Page MenuHomePhabricator

event_pageissues Turnilo view contains no valid data from before January 5
Closed, ResolvedPublic

Description

The PageIssues EventLogging data imported into Druid in T202751 seems almost entirely missing when viewed in Turnilo:

event_pageissues Turnilo view.png (864×1 px, 75 KB)

In Superset I keep getting a "No data was returned" error when trying to access the same data, so it's probably an issue affecting the underlying Druid datasource.

Event Timeline

mforns triaged this task as Unbreak Now! priority.

@Tbayer Thanks for the heads up. I think I know what happened.

On January 5th, I deployed a new feature of HiveToDruid, the job that loads data from EventLogging to Druid, and Turnilo. And together with it, I deployed another fix that was asked by a couple people: unifying the 2 confusing metrics that the job would generate ("Count" and "Event Count") into one single metric.

To do that, I had to rename "Event Count" to "Count", to override the latter, which is added by default by Turnilo. When I finished the tests and the deployment, both metrics were still visible for the time period prior to Jan 5th, and thus all data was queryable. However, I believe after some days have passed, Turnilo is not looking at the old data any more when applying introspection, and has dropped the old "Event Count" metric. Without it, the old data, even if it's still there, can not be queried from Turnilo...

I will launch backfill jobs to load the last 3 months of data with the new code. This will fix the problem, but might take a couple days.

The 2 previous metrics were confusing, and only the latter was used. The only way that I found to remove the non-useful "Count" metric, which is added by default by Turnilo, was overriding it with the EventCount value

@Tbayer Thanks for the heads up. I think I know what happened.

On January 5th, I deployed a new feature of HiveToDruid, the job that loads data from EventLogging to Druid, and Turnilo. And together with it, I deployed another fix that was asked by a couple people: unifying the 2 confusing metrics that the job would generate ("Count" and "Event Count") into one single metric.

Yes, I was among those people and greatly appreciate that fix ;)

To do that, I had to rename "Event Count" to "Count", to override the latter, which is added by default by Turnilo. When I finished the tests and the deployment, both metrics were still visible for the time period prior to Jan 5th, and thus all data was queryable. However, I believe after some days have passed, Turnilo is not looking at the old data any more when applying introspection, and has dropped the old "Event Count" metric. Without it, the old data, even if it's still there, can not be queried from Turnilo...

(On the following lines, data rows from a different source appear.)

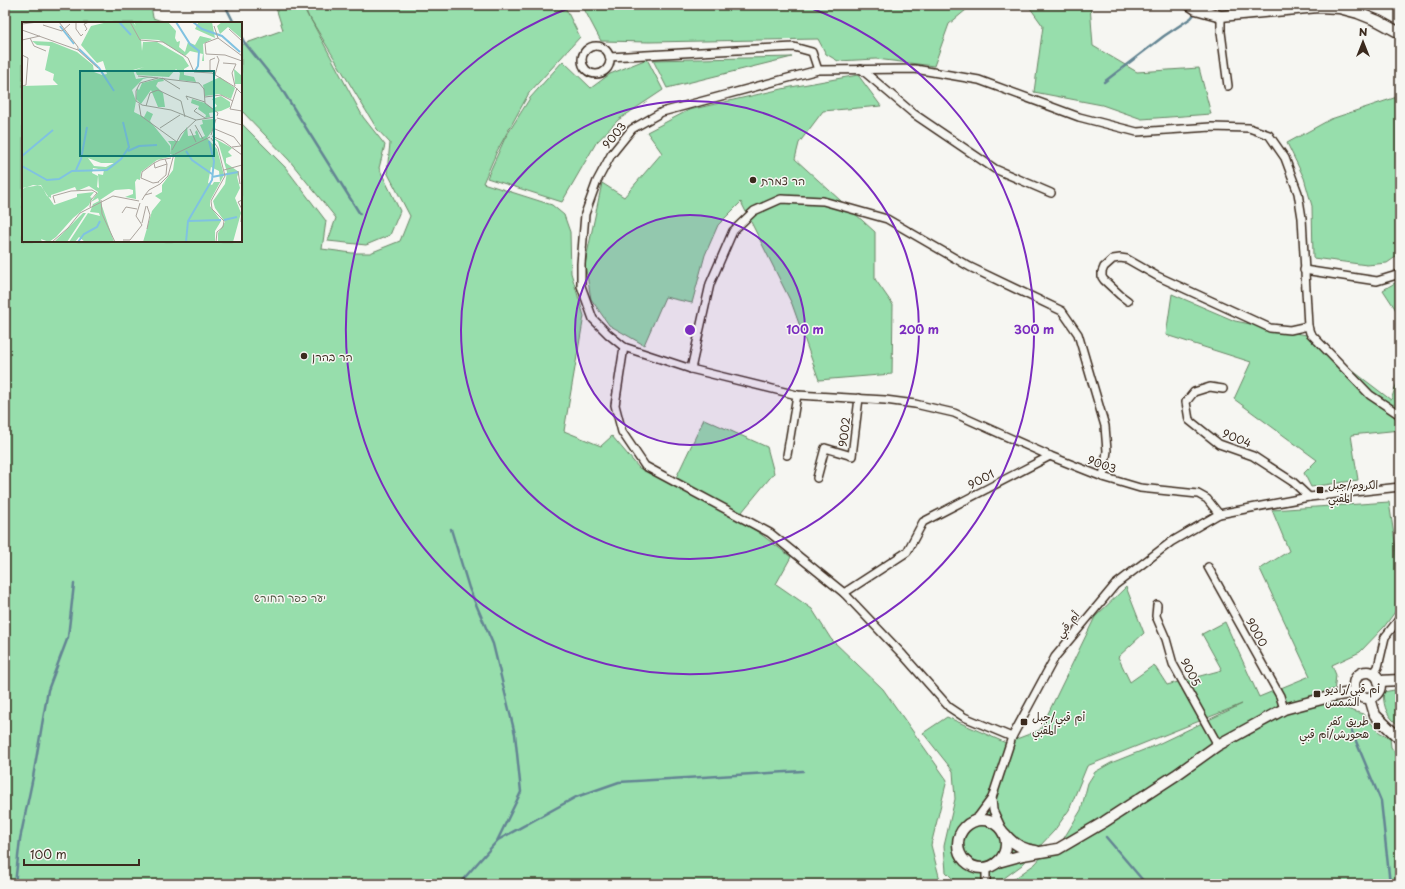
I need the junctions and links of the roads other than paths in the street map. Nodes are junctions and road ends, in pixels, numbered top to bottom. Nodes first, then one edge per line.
1 (1190, 5) edge
2 (1358, 9) edge
3 (1221, 16) junction
4 (1400, 33) edge
5 (609, 57) dead end
6 (861, 69) junction
7 (818, 70) junction
8 (1228, 86) dead end
9 (1051, 193) dead end
10 (1304, 270) junction
11 (1400, 274) edge
12 (1128, 301) dead end
13 (1308, 326) junction
14 (624, 347) junction
15 (691, 369) junction
16 (1223, 389) dead end
17 (797, 395) junction
18 (858, 398) junction
19 (1400, 415) edge
20 (787, 455) dead end
21 (1050, 456) junction
22 (1103, 477) junction
23 (817, 478) dead end
24 (1400, 486) edge
25 (1309, 496) junction
26 (1219, 514) junction
27 (1208, 567) dead end
28 (844, 593) junction
29 (1157, 605) dead end
30 (1400, 618) edge
31 (1376, 678) junction
32 (1400, 680) edge
33 (1356, 692) junction
34 (1370, 698) junction
35 (1284, 709) junction
36 (1012, 737) junction
37 (1400, 739) edge
38 (1218, 745) junction
39 (992, 798) junction
40 (969, 823) junction
41 (1003, 831) junction
42 (1044, 851) junction
43 (998, 862) junction
44 (986, 868) junction
45 (986, 884) edge

1 - 3 street
2 - 3 street
2 - 4 street
3 - 8 street
5 - 7 street
6 - 7 street, 9003
6 - 9 street
6 - 10 street, 9003
7 - 14 street, 9003
10 - 11 street
10 - 13 street, 9003
12 - 13 street
13 - 19 street
14 - 15 street, 9003
14 - 28 street
15 - 17 street, 9003
15 - 22 street
16 - 25 street, 9004
17 - 18 street, 9003
17 - 20 street
18 - 21 street, 9003
18 - 23 street, 9002
21 - 22 street, 9003
21 - 28 street, 9001
22 - 26 street, 9003
24 - 25 street
25 - 26 street
26 - 36 street, أم قبي
27 - 35 street, 9000
28 - 36 street
29 - 38 street, 9005
30 - 31 street
31 - 32 street
31 - 33 street
31 - 34 street
33 - 34 street
33 - 35 street, أم قبي
34 - 37 street
35 - 38 street, أم قبي
36 - 39 street, أم قبي
38 - 42 street, أم قبي
39 - 40 street, أم قبي
39 - 41 street, أم قبي
40 - 41 street
40 - 44 street
41 - 42 street, أم قبي
41 - 43 street
42 - 43 street, أم قبي
43 - 44 street
44 - 45 street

I see - does that also explain the "No data was returned" error in Superset?

I will launch backfill jobs to load the last 3 months of data with the new code. This will fix the problem, but might take a couple days.

Thanks! Could we include a slightly longer timespan? This is basically data from a one-time experiment that ran from September to November. (The data that is currently still coming in is doing so only at a very low rate, and could actually be discarded if necessary.)

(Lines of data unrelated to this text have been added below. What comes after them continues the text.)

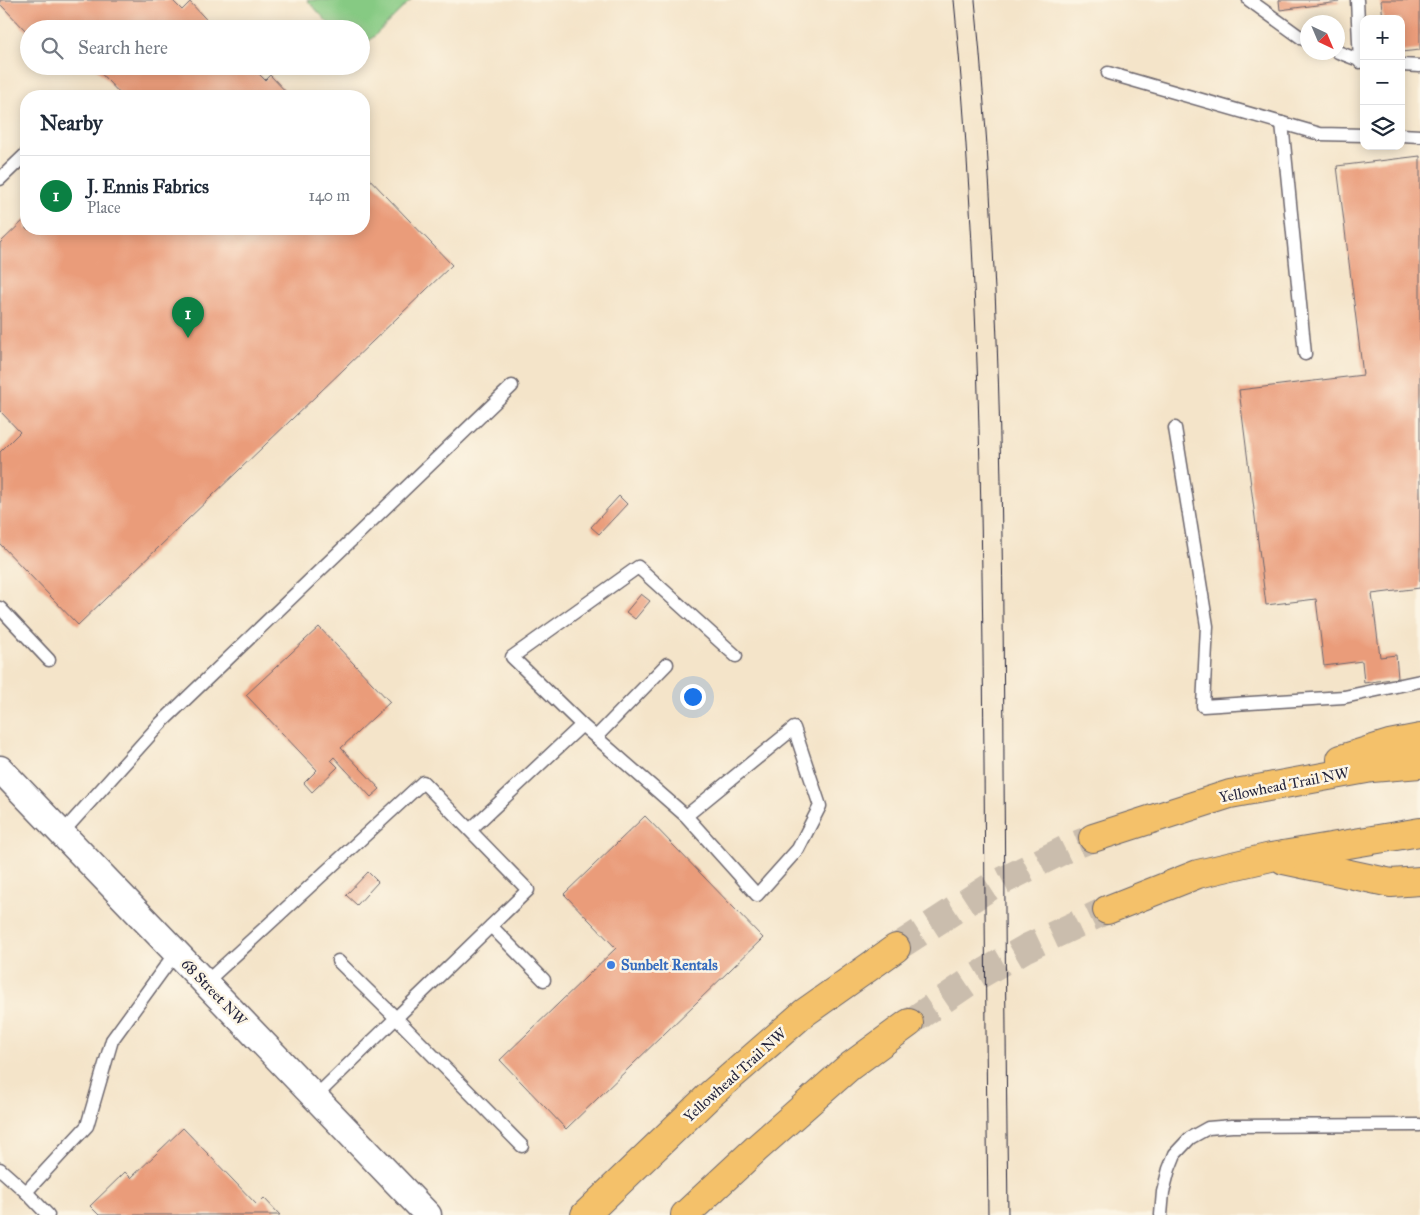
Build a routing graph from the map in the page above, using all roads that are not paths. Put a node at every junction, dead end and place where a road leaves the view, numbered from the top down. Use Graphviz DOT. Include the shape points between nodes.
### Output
graph roads {
  1 [pos="1251,0"];
  2 [pos="1356,0"];
  3 [pos="1300,37"];
  4 [pos="1345,55"];
  5 [pos="1362,60"];
  6 [pos="1360,61"];
  7 [pos="1405,65"];
  8 [pos="1420,66"];
  9 [pos="1108,73"];
  10 [pos="1282,123"];
  11 [pos="1360,135"];
  12 [pos="1405,135"];
  13 [pos="1420,136"];
  14 [pos="20,160"];
  15 [pos="0,180"];
  16 [pos="1306,354"];
  17 [pos="512,386"];
  18 [pos="1175,428"];
  19 [pos="0,608"];
  20 [pos="736,656"];
  21 [pos="49,660"];
  22 [pos="667,664"];
  23 [pos="1420,681"];
  24 [pos="582,725"];
  25 [pos="596,737"];
  26 [pos="1420,738"];
  27 [pos="1420,764"];
  28 [pos="0,769"];
  29 [pos="1230,794"];
  30 [pos="686,816"];
  31 [pos="470,830"];
  32 [pos="1420,832"];
  33 [pos="62,833"];
  34 [pos="1093,838"];
  35 [pos="1270,856"];
  36 [pos="1420,881"];
  37 [pos="1107,910"];
  38 [pos="491,926"];
  39 [pos="896,948"];
  40 [pos="176,952"];
  41 [pos="338,961"];
  42 [pos="544,980"];
  43 [pos="205,983"];
  44 [pos="396,1018"];
  45 [pos="909,1023"];
  46 [pos="314,1097"];
  47 [pos="1420,1125"];
  48 [pos="522,1146"];
  49 [pos="0,1169"];
  50 [pos="26,1192"];
  51 [pos="48,1215"];
  52 [pos="428,1215"];
  53 [pos="585,1215"];
  54 [pos="685,1215"];
  55 [pos="1161,1215"];
  1 -- 3 [label="lane"];
  2 -- 5 [label="lane"];
  4 -- 6 [label="lane"];
  7 -- 8 [label="lane"];
  9 -- 10 [label="lane"];
  10 -- 11 [label="lane" via="1320,134"];
  10 -- 16 [label="lane"];
  12 -- 13 [label="lane"];
  14 -- 15 [label="lane"];
  17 -- 33 [label="lane" via="161,723"];
  18 -- 23 [label="lane" via="1207,626 1203,706 1344,697"];
  19 -- 21 [label="lane"];
  20 -- 24 [label="lane" via="638,567 512,657"];
  22 -- 25 [label="lane"];
  24 -- 25 [label="lane"];
  24 -- 31 [label="lane"];
  25 -- 30 [label="lane"];
  26 -- 29 [label="highway" via="1389,744"];
  27 -- 29 [label="highway, Yellowhead Trail NW" via="1372,768"];
  28 -- 33 [label="street, 68 Street NW"];
  29 -- 34 [label="highway, Yellowhead Trail NW"];
  30 -- 30 [label="lane" via="757,895 798,850 820,806 794,728"];
  31 -- 38 [label="lane" via="528,890"];
  31 -- 43 [label="lane" via="423,782"];
  32 -- 35 [label="highway"];
  33 -- 40 [label="street, 68 Street NW"];
  35 -- 36 [label="highway" via="1391,883"];
  35 -- 37 [label="highway" via="1198,874"];
  38 -- 42 [label="lane"];
  38 -- 44 [label="lane"];
  39 -- 53 [label="highway, Yellowhead Trail NW" via="804,1014 711,1094"];
  40 -- 43 [label="street, 68 Street NW"];
  40 -- 50 [label="lane" via="112,1040 87,1126"];
  41 -- 44 [label="lane"];
  43 -- 46 [label="street, 68 Street NW"];
  44 -- 46 [label="lane"];
  44 -- 48 [label="lane"];
  45 -- 54 [label="highway" via="849,1066"];
  46 -- 52 [label="street, 68 Street NW"];
  47 -- 55 [label="lane" via="1208,1128 1190,1138 1175,1154 1163,1192"];
  49 -- 50 [label="lane"];
  50 -- 51 [label="lane"];
}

The 2 previous metrics were confusing, and only the latter was used. The only way that I found to remove the non-useful "Count" metric, which is added by default by Turnilo, was overriding it with the EventCount value

I see - does that also explain the "No data was returned" error in Superset?

I'm not sure, it fails even with latest data, that's not a good sign. Will troubleshoot this as part of this task.

Thanks! Could we include a slightly longer timespan? This is basically data from a one-time experiment that ran from September to November. (The data that is currently still coming in is doing so only at a very low rate, and could actually be discarded if necessary.)

Yes, I configured automatic deletion in Turnilo after 3 months as a default for EventLogging schemas loaded into Druid, for privacy reasons. However, I see that both event_pageissues and event_readingdepth are not privacy-sensitive, so we can keep them for longer.

@Tbayer So, you think we can stop the Druid/Turnilo ingestion of event_pageissues then? And leave the data of the September-November experiment? If so, I will backfill since September and remove the ingestion job. How about event_readingdepth?

[...]

Thanks! Could we include a slightly longer timespan? This is basically data from a one-time experiment that ran from September to November. (The data that is currently still coming in is doing so only at a very low rate, and could actually be discarded if necessary.)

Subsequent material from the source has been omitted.